At least 123 Rohingyas who were registered with the United Nations High Commissioner for Refugees in India are still being sheltered in Bangladesh’s overcrowded Rohingya camps after being pushed across the border over a three-month period beginning May in 2025.
In recent times, the BGB had foiled at least 43 push-in attempts by the BSF in different border points along India until Saturday.
BGB headquarters data reveal that India pushed 2,344 people, including 126 Indian nationals, into Bangladesh between May 7, 2025 and January 26, 2026, excluding Rohingyas.
The Office of the Refugee Relief and Repatriation Commissioner notified Bangladesh authorities in a letter to the secretary of the Ministry of Disaster Management and Relief about the matter on July 14, 2025, but there has been no known action to repatriate the Rohingyas registered with the UNHCR in India.
‘To my knowledge, the Rohingyas are still in Bangladesh Rohingya camps at Ukhiya and Teknaf upazilas in Cox’s Bazar,’ said RRRC chief Mohammed Mizanur Rahman.
A letter issued by the RRRC in July also showed that India had pushed 44 unregistered Rohingyas and 80 registered with UNHCR, Bangladesh into Bangladesh over the same period, all of whom were sheltered in Forcibly Displaced Myanmar Nationals camps at Ukhiya and Teknaf upazilas in Cox’s Bazar.
Disaster management and relief ministry secretary Md Saidur Rahman Khan said that he was unaware of the letter as he joined in the post in January this year.
Between July last year and January this year, according to Border Guard Bangladesh, 126 Indian nationals were pushed into Bangladesh.
They were subsequently pushed back into India.
Bangladesh’s porous border, which is often inadequately guarded, is frequently crossed -- both by Rohingyas fleeing religious persecution in Myanmar and by people affected by India’s push-in campaign.
Over 13 lakh Rohingyas have crossed into Bangladesh from Myanmar over the years.
The RRRC office said that the actual number of Rohingyas pushed into Bangladesh may be higher, but it does not have complete data.
Dhaka University international relations professor Mohammad Tanzimuddin Khan called the push-in of registered refugees ‘crimes against humanity,’ saying it targets a specific group based on ethnicity and religion.
‘Sending registered refugees to another country forcibly is a violation of the Geneva Convention as well,’ he said.
Border incidents between India and Bangladesh have intensified after the Bharatiya Janata Party stormed into power in West Bengal about a month ago.

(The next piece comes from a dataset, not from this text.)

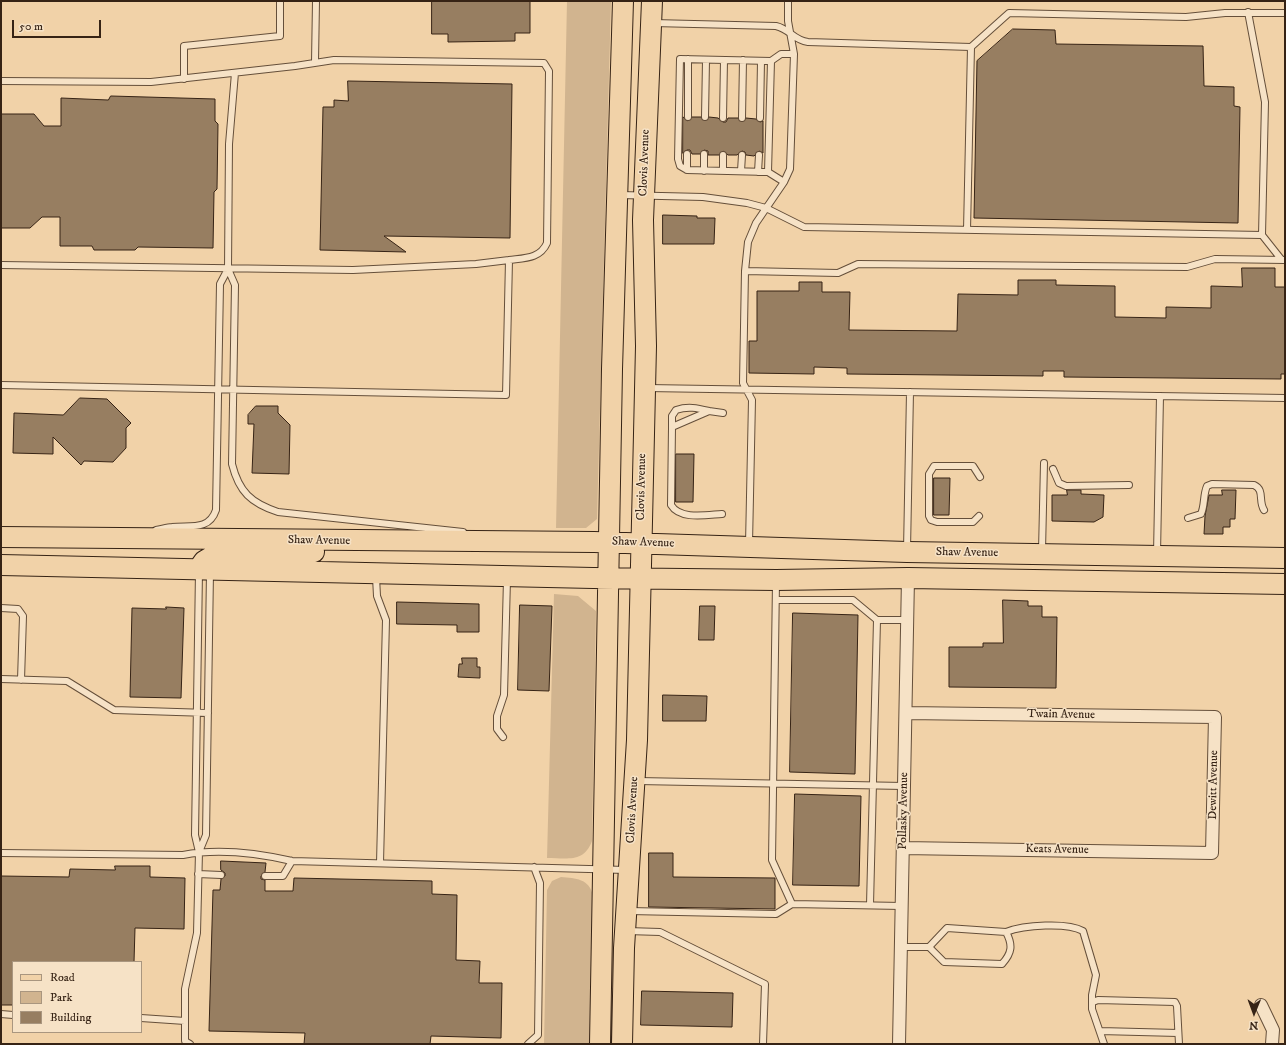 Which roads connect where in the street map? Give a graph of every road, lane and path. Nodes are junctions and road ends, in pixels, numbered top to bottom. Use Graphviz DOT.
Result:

West Bengal’s newly elected chief minister Suvendu Adhikari ordered the deportation of undocumented Bangladeshi migrants, though without following the legal procedure.
He has also ordered building ‘holding centres’ along border to push what he described as illegal migrants into Bangladesh.
The BJP over the past decade resorted to push-in campaigns frequently in several states.
In 2025, Indian security agencies in the neighbouring state of Assam sent dozens of Indian Muslims across the border into Bangladesh, accusing them of being undocumented immigrants, Al Jazeera reported on June 10.
The Indian nationals were immediately left stranded in no- man’s-land after Bangladesh pushed them back. India eventually took its nationals back, without ever offering an explanation on the matter.
The Al Jazeera report said that the recent developments left Indian Muslims in West Bengal worried, who feared that they too could find themselves victims of a campaign that the government has made clear is driven as much by the religious identity of its targets as by their legal status.
The report also noted that the deportation of mainly Muslim Bangladeshi migrants is also stoking religious tensions in West Bengal.
Quoting rights activists, Indian media reported that the Indian authorities are ‘acting only on a preconceived agenda and rhetoric’ against a particular community.
They pointed out that the police were picking up people at random and putting them in detention centres.
Suvendu recently said that nearly 5,000 Bangladeshi citizens had been deported in the past one month after he secured power but the BGB denied the claim, saying it untrue.
In the latest 57th BGB-BSF director general-level talks that ended on June 11 in New Delhi, BGB DG Major General Mohammad Ashrafuzzaman Siddiqui urged the Indian Border Security Force DG to stop pushing people into Bangladesh, follow the well-established bilateral mechanisms and protocols for the repatriation of individuals identified as Bangladeshis.
BSF DG Praveen Kumar in reply urged that all nationality verification cases pending with the Bangladesh government be completed swiftly and that their early repatriation be ensured, according to a BGB-BSF joint statement issued on June 12.
Bangladesh shares 4,156-kilometre-long border with India, of which some 180 kilometres fall on different water bodies and 79 kilometres on the Sundarban.